[Stored data]
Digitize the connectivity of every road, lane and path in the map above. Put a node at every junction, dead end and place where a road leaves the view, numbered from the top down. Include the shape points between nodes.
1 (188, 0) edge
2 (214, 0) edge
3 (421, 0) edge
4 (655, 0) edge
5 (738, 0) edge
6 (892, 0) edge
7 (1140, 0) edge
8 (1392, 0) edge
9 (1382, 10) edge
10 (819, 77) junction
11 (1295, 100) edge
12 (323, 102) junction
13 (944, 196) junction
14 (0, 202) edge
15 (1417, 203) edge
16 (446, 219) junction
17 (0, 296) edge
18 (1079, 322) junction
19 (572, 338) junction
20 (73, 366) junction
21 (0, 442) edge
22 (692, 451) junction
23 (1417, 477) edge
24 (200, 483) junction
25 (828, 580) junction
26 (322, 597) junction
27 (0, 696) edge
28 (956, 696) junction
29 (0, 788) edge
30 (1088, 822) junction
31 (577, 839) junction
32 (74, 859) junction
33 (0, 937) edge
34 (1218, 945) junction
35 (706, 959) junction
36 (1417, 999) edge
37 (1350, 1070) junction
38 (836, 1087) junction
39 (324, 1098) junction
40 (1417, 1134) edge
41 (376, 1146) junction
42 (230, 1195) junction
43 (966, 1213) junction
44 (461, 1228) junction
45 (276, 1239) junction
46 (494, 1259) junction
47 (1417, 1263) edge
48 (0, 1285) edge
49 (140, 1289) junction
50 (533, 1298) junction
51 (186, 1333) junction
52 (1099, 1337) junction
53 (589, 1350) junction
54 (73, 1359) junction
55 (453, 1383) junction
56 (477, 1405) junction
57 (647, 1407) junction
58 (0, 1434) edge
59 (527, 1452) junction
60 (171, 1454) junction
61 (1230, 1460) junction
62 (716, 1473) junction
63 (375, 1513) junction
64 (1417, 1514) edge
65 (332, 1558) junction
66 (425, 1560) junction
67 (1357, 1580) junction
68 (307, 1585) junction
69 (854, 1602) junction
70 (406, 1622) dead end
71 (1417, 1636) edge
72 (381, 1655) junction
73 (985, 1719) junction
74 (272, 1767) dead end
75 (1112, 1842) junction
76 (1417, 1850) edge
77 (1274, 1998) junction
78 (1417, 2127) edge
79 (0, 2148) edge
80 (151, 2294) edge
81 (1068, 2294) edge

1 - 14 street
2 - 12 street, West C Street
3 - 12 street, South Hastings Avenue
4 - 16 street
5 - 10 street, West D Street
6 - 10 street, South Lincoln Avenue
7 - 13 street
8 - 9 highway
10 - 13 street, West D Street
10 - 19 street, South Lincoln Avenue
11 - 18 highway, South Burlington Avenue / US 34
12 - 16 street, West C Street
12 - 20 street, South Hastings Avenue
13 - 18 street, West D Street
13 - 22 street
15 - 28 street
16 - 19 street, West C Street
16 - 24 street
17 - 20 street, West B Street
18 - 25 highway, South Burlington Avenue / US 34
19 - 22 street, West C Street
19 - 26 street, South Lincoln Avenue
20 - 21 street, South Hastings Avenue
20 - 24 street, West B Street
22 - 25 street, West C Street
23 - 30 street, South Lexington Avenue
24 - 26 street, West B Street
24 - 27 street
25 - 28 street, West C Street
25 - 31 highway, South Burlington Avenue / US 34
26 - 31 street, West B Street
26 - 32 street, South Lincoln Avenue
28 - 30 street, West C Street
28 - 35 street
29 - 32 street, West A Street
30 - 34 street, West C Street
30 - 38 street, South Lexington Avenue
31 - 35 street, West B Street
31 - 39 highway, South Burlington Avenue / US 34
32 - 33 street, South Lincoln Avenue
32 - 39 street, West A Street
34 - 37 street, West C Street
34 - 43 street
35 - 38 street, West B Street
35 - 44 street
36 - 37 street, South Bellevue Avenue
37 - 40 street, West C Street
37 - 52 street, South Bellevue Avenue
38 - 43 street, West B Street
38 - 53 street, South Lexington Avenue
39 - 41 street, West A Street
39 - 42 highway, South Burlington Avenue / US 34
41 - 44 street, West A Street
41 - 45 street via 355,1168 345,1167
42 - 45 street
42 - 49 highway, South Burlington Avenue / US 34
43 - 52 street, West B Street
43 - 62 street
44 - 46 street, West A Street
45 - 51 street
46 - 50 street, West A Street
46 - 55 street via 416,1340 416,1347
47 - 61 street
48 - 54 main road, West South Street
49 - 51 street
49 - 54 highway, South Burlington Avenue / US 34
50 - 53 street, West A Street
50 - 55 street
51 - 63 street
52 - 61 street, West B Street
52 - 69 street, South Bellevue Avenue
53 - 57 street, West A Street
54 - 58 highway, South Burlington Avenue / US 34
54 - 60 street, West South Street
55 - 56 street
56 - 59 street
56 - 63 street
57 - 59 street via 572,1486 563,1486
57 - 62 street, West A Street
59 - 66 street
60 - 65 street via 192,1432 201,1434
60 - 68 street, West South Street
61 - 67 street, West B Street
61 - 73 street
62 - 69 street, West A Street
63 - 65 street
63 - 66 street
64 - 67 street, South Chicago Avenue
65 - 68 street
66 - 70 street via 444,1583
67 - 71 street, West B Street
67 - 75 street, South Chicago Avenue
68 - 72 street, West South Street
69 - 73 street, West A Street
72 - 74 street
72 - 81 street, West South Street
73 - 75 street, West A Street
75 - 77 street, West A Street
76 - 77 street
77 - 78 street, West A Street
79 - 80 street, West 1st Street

### Work task
The entries above should be repeated exactly, every one of them.

### Answer space
Digitize the connectivity of every road, lane and path in the map above. Put a node at every junction, dead end and place where a road leaves the view, numbered from the top down. Include the shape points between nodes.
1 (188, 0) edge
2 (214, 0) edge
3 (421, 0) edge
4 (655, 0) edge
5 (738, 0) edge
6 (892, 0) edge
7 (1140, 0) edge
8 (1392, 0) edge
9 (1382, 10) edge
10 (819, 77) junction
11 (1295, 100) edge
12 (323, 102) junction
13 (944, 196) junction
14 (0, 202) edge
15 (1417, 203) edge
16 (446, 219) junction
17 (0, 296) edge
18 (1079, 322) junction
19 (572, 338) junction
20 (73, 366) junction
21 (0, 442) edge
22 (692, 451) junction
23 (1417, 477) edge
24 (200, 483) junction
25 (828, 580) junction
26 (322, 597) junction
27 (0, 696) edge
28 (956, 696) junction
29 (0, 788) edge
30 (1088, 822) junction
31 (577, 839) junction
32 (74, 859) junction
33 (0, 937) edge
34 (1218, 945) junction
35 (706, 959) junction
36 (1417, 999) edge
37 (1350, 1070) junction
38 (836, 1087) junction
39 (324, 1098) junction
40 (1417, 1134) edge
41 (376, 1146) junction
42 (230, 1195) junction
43 (966, 1213) junction
44 (461, 1228) junction
45 (276, 1239) junction
46 (494, 1259) junction
47 (1417, 1263) edge
48 (0, 1285) edge
49 (140, 1289) junction
50 (533, 1298) junction
51 (186, 1333) junction
52 (1099, 1337) junction
53 (589, 1350) junction
54 (73, 1359) junction
55 (453, 1383) junction
56 (477, 1405) junction
57 (647, 1407) junction
58 (0, 1434) edge
59 (527, 1452) junction
60 (171, 1454) junction
61 (1230, 1460) junction
62 (716, 1473) junction
63 (375, 1513) junction
64 (1417, 1514) edge
65 (332, 1558) junction
66 (425, 1560) junction
67 (1357, 1580) junction
68 (307, 1585) junction
69 (854, 1602) junction
70 (406, 1622) dead end
71 (1417, 1636) edge
72 (381, 1655) junction
73 (985, 1719) junction
74 (272, 1767) dead end
75 (1112, 1842) junction
76 (1417, 1850) edge
77 (1274, 1998) junction
78 (1417, 2127) edge
79 (0, 2148) edge
80 (151, 2294) edge
81 (1068, 2294) edge

1 - 14 street
2 - 12 street, West C Street
3 - 12 street, South Hastings Avenue
4 - 16 street
5 - 10 street, West D Street
6 - 10 street, South Lincoln Avenue
7 - 13 street
8 - 9 highway
10 - 13 street, West D Street
10 - 19 street, South Lincoln Avenue
11 - 18 highway, South Burlington Avenue / US 34
12 - 16 street, West C Street
12 - 20 street, South Hastings Avenue
13 - 18 street, West D Street
13 - 22 street
15 - 28 street
16 - 19 street, West C Street
16 - 24 street
17 - 20 street, West B Street
18 - 25 highway, South Burlington Avenue / US 34
19 - 22 street, West C Street
19 - 26 street, South Lincoln Avenue
20 - 21 street, South Hastings Avenue
20 - 24 street, West B Street
22 - 25 street, West C Street
23 - 30 street, South Lexington Avenue
24 - 26 street, West B Street
24 - 27 street
25 - 28 street, West C Street
25 - 31 highway, South Burlington Avenue / US 34
26 - 31 street, West B Street
26 - 32 street, South Lincoln Avenue
28 - 30 street, West C Street
28 - 35 street
29 - 32 street, West A Street
30 - 34 street, West C Street
30 - 38 street, South Lexington Avenue
31 - 35 street, West B Street
31 - 39 highway, South Burlington Avenue / US 34
32 - 33 street, South Lincoln Avenue
32 - 39 street, West A Street
34 - 37 street, West C Street
34 - 43 street
35 - 38 street, West B Street
35 - 44 street
36 - 37 street, South Bellevue Avenue
37 - 40 street, West C Street
37 - 52 street, South Bellevue Avenue
38 - 43 street, West B Street
38 - 53 street, South Lexington Avenue
39 - 41 street, West A Street
39 - 42 highway, South Burlington Avenue / US 34
41 - 44 street, West A Street
41 - 45 street via 355,1168 345,1167
42 - 45 street
42 - 49 highway, South Burlington Avenue / US 34
43 - 52 street, West B Street
43 - 62 street
44 - 46 street, West A Street
45 - 51 street
46 - 50 street, West A Street
46 - 55 street via 416,1340 416,1347
47 - 61 street
48 - 54 main road, West South Street
49 - 51 street
49 - 54 highway, South Burlington Avenue / US 34
50 - 53 street, West A Street
50 - 55 street
51 - 63 street
52 - 61 street, West B Street
52 - 69 street, South Bellevue Avenue
53 - 57 street, West A Street
54 - 58 highway, South Burlington Avenue / US 34
54 - 60 street, West South Street
55 - 56 street
56 - 59 street
56 - 63 street
57 - 59 street via 572,1486 563,1486
57 - 62 street, West A Street
59 - 66 street
60 - 65 street via 192,1432 201,1434
60 - 68 street, West South Street
61 - 67 street, West B Street
61 - 73 street
62 - 69 street, West A Street
63 - 65 street
63 - 66 street
64 - 67 street, South Chicago Avenue
65 - 68 street
66 - 70 street via 444,1583
67 - 71 street, West B Street
67 - 75 street, South Chicago Avenue
68 - 72 street, West South Street
69 - 73 street, West A Street
72 - 74 street
72 - 81 street, West South Street
73 - 75 street, West A Street
75 - 77 street, West A Street
76 - 77 street
77 - 78 street, West A Street
79 - 80 street, West 1st Street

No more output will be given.